§ WHAT THIS TASK INVOLVES: Give back an exact repetition of the material below, from its first line through the line that contains "--surface:#fff; --page:#f6f6f6; --text:#222;", both included, minus the pictures.
◆ ◆ ◆
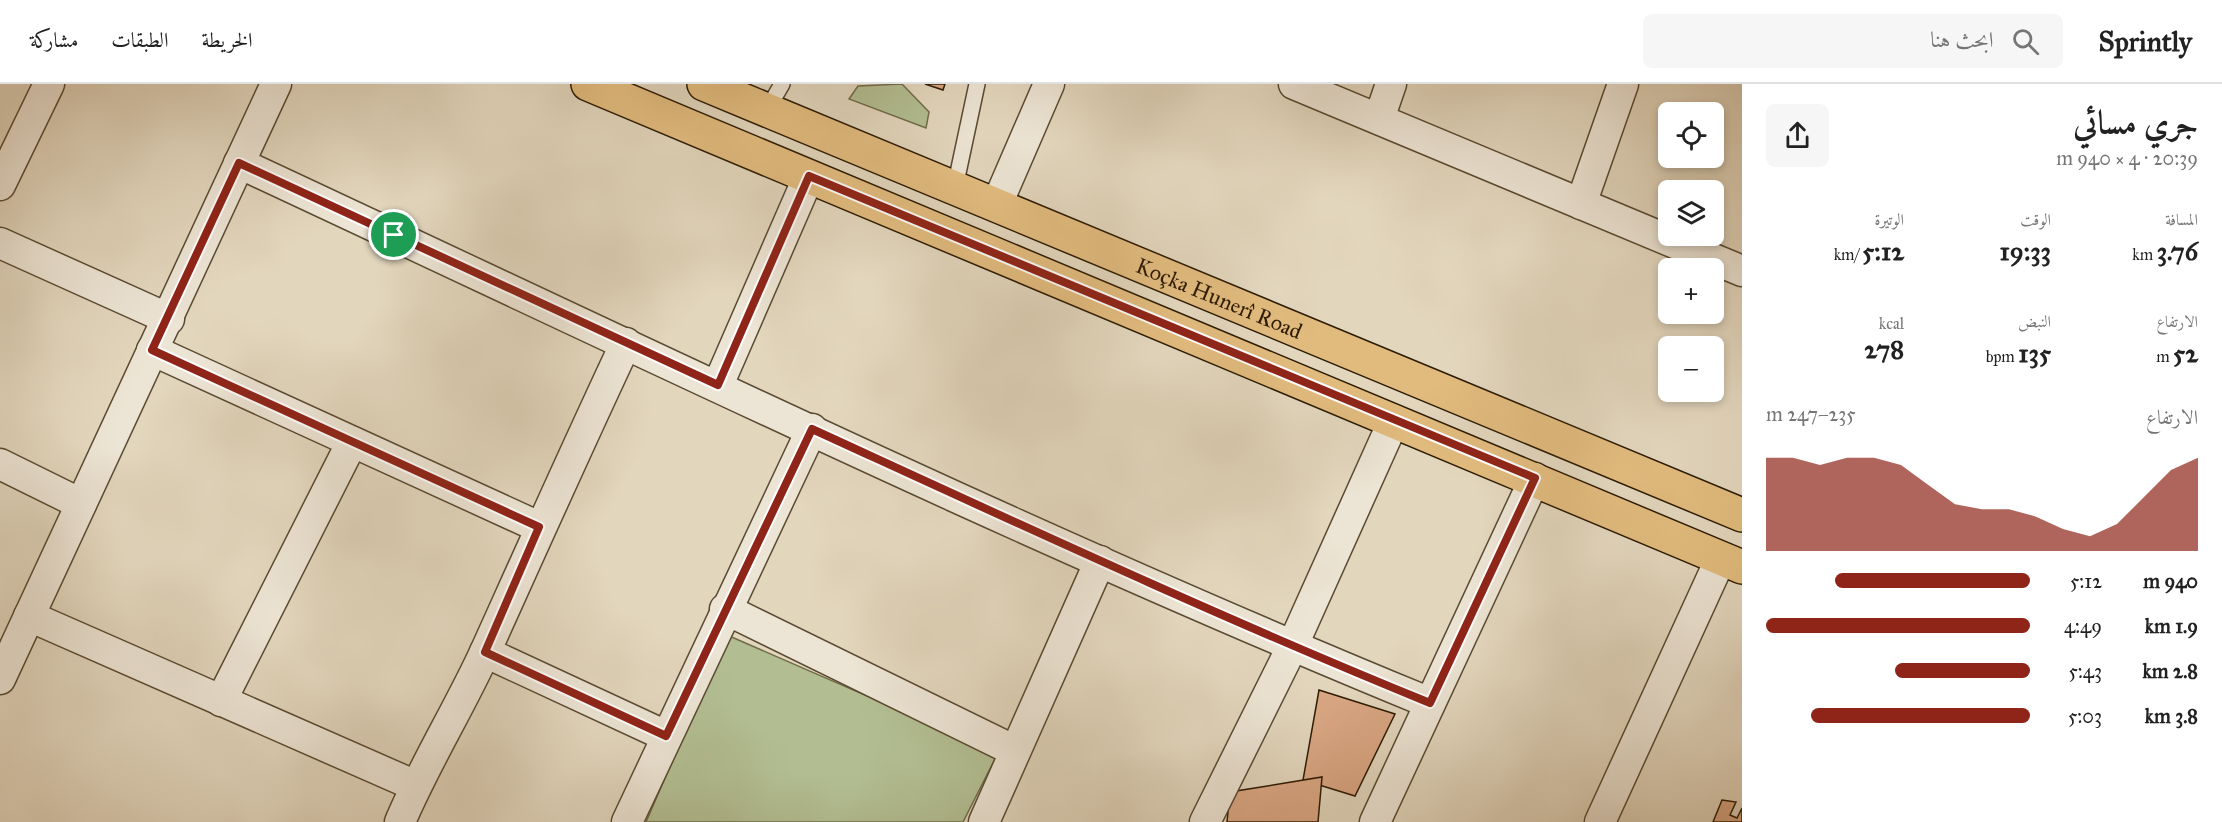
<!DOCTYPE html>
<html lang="ar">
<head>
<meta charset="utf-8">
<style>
	:root { --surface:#fff; --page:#f6f6f6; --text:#222; --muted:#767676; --line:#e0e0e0; --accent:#8f2418 }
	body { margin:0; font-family:"IM FELL Great Primer",Amiri,serif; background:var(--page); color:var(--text); direction:rtl; height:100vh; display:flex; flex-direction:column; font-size:22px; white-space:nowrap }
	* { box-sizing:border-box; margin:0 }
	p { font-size:20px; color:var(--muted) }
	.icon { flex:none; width:33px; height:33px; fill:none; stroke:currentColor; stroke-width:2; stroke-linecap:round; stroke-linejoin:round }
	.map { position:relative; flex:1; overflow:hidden; direction:ltr }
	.side { display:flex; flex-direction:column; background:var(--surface); width:480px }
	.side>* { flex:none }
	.controls { position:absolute; left:1658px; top:18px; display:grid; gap:12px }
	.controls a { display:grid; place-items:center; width:66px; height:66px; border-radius:9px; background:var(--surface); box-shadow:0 3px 9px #0003; font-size:30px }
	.pin { position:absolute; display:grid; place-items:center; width:51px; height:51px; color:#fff; margin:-26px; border:3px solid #fff; border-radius:50%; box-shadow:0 2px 6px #0007 }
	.round { display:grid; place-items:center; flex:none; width:63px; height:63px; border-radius:9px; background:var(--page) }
	.overview { display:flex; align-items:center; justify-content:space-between; height:102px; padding:0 24px }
	h1 { font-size:33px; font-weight:700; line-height:45px }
	.stats { display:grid; grid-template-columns:repeat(3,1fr); gap:9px; height:102px; padding:6px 24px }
	.stats div { display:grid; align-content:center }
	.stats b { font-size:26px; font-weight:700 }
	.stats small { font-size:16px; font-weight:400 }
	.stats p { font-size:16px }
	.chart { height:168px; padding:12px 24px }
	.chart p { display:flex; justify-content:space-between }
	.chart svg { width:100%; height:108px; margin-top:6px; fill:var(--accent); opacity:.7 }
	ul { padding:0 24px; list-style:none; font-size:20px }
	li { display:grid; grid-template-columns:96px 72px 1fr; align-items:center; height:45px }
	li i { height:15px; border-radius:8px; background:var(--accent) }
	header { display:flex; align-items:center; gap:36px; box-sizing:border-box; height:84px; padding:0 30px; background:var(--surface); border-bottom:2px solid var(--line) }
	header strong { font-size:28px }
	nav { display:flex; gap:33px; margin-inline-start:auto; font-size:21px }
	.search { width:420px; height:54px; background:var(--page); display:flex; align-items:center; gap:15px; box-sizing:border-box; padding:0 21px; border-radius:9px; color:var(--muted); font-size:22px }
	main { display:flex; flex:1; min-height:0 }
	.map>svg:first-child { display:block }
	.green { fill:#b2be92; stroke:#706c4a; stroke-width:1.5 }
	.building { fill:#d9a683; stroke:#2d1b02; stroke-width:1.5 }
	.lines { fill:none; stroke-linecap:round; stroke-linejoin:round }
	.service-casing { stroke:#5a4a31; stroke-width:18 }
	.minor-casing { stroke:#5a4a31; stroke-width:33 }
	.primary-casing { stroke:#2d1b02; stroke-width:36 }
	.service { stroke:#ece4d4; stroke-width:15 }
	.minor { stroke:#ece4d4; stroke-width:30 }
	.primary { stroke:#e1bb7e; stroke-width:33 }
	.route-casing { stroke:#fff; stroke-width:12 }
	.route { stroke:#8f2418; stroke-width:8 }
	.labels { text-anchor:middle; stroke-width:4.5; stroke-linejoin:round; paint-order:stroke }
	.street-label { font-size:22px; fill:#2d1b02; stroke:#ece4d4 }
</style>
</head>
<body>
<header>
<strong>Sprintly</strong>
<div class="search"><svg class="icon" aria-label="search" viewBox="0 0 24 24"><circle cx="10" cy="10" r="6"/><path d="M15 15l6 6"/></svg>ابحث هنا</div>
<nav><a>الخريطة</a><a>الطبقات</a><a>مشاركة</a></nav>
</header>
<main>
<section class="side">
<div class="overview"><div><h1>جري مسائي</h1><p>20:39 · 4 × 940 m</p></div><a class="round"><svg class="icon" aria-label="share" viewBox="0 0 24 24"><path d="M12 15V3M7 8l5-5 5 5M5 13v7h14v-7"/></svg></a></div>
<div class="stats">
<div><p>المسافة</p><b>3.76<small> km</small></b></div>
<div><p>الوقت</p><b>19:33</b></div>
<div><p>الوتيرة</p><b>5:12<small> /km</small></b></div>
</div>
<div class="stats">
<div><p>الارتفاع</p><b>52<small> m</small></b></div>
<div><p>النبض</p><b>135<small> bpm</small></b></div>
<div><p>kcal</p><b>278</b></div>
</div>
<div class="chart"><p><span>الارتفاع</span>235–247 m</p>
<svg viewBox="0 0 160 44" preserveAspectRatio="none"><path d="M0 44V6L10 6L20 9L30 6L40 6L50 9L60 17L70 25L80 27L90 27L100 30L110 35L120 38L130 33L140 22L150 11L160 6V44z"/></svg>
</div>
<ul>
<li><b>940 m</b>5:12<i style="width:74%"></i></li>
<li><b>1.9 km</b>4:49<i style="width:100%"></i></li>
<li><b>2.8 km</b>5:43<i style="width:51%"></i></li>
<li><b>3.8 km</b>5:03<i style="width:83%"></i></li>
</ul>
</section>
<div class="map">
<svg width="1742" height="738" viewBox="0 0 1742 738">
	<rect width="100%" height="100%" fill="#e2d6bd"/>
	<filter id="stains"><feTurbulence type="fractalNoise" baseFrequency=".00333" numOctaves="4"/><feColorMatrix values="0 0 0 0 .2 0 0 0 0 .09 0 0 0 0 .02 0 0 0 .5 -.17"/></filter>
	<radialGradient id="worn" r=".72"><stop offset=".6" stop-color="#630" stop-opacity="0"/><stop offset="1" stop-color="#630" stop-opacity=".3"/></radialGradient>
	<g class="green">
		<polygon points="902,0 929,28 926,44 849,15 858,2"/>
		<polygon points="727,551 998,669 963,738 646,738"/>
	</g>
	<g class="building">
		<polygon points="925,0 945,0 943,6"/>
		<polygon points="1319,606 1395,630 1355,712 1303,696"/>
		<polygon points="1322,693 1318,738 1227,738 1230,708"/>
		<polygon points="1722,716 1736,718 1730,731 1737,734 1742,724 1742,738 1713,738"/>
	</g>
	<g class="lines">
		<defs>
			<g id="service">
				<polyline points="767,26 782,0"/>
				<polyline points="955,103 977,0"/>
			</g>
			<g id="minor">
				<polyline points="1294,0 1742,187"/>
				<polyline points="1379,35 1391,0"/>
				<path d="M239,79C634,263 1027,454 1430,619"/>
				<polyline points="0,101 49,0"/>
				<polyline points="997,120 1049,0"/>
				<polyline points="1581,120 1623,0"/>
				<polyline points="0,159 169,235"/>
				<polyline points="152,266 539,443"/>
				<polyline points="718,301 809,92"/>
				<polyline points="0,380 81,420"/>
				<polyline points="725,525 1015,667"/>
				<polyline points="29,532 416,702"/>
				<polyline points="485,568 666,652"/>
				<polyline points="0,595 276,0"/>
				<polyline points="221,617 352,358"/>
				<path d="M400,738C425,679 459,625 486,566C532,464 578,361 626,259"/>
				<polyline points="627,738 812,345"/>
				<polyline points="984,738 1100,477"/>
				<polyline points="1205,738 1292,563 1394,336"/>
				<polyline points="1375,738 1535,394"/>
				<polyline points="1600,738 1721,474"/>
			</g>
			<g id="primary">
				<polyline points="588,0 1742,483"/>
				<path id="s1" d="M704,0L1742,431"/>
			</g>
		</defs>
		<use href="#service" class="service-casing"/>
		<use href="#minor" class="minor-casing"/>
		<use href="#primary" class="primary-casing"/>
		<use href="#service" class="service"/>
		<use href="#minor" class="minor"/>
		<use href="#primary" class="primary"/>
	</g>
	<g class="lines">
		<defs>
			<path id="route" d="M239,79L718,301L809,92L1535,394L1430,619C1221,534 1017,439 812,345L666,652L485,568L539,443L152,266Z"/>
		</defs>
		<use href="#route" class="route-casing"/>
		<use href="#route" class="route"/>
	</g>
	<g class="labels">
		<g class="street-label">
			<text dy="8" stroke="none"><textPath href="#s1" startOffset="558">Koçka Hunerî Road</textPath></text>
		</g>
	</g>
	<rect width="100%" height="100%" filter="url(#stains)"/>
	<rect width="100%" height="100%" fill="url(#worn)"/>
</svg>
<div class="controls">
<a><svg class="icon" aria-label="locate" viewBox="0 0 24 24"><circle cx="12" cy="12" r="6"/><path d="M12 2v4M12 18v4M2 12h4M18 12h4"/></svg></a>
<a><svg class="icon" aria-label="layers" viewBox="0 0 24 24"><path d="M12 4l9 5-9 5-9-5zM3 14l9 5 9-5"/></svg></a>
<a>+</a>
<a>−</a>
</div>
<div class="pin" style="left:394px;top:151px;background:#1e9e55"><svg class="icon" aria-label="arrive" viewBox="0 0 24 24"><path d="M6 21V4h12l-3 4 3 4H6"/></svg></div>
</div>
</main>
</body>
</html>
◆ ◆ ◆
§ TASK ANSWER:
<!DOCTYPE html>
<html lang="ar">
<head>
<meta charset="utf-8">
<style>
	:root { --surface:#fff; --page:#f6f6f6; --text:#222; --muted:#767676; --line:#e0e0e0; --accent:#8f2418 }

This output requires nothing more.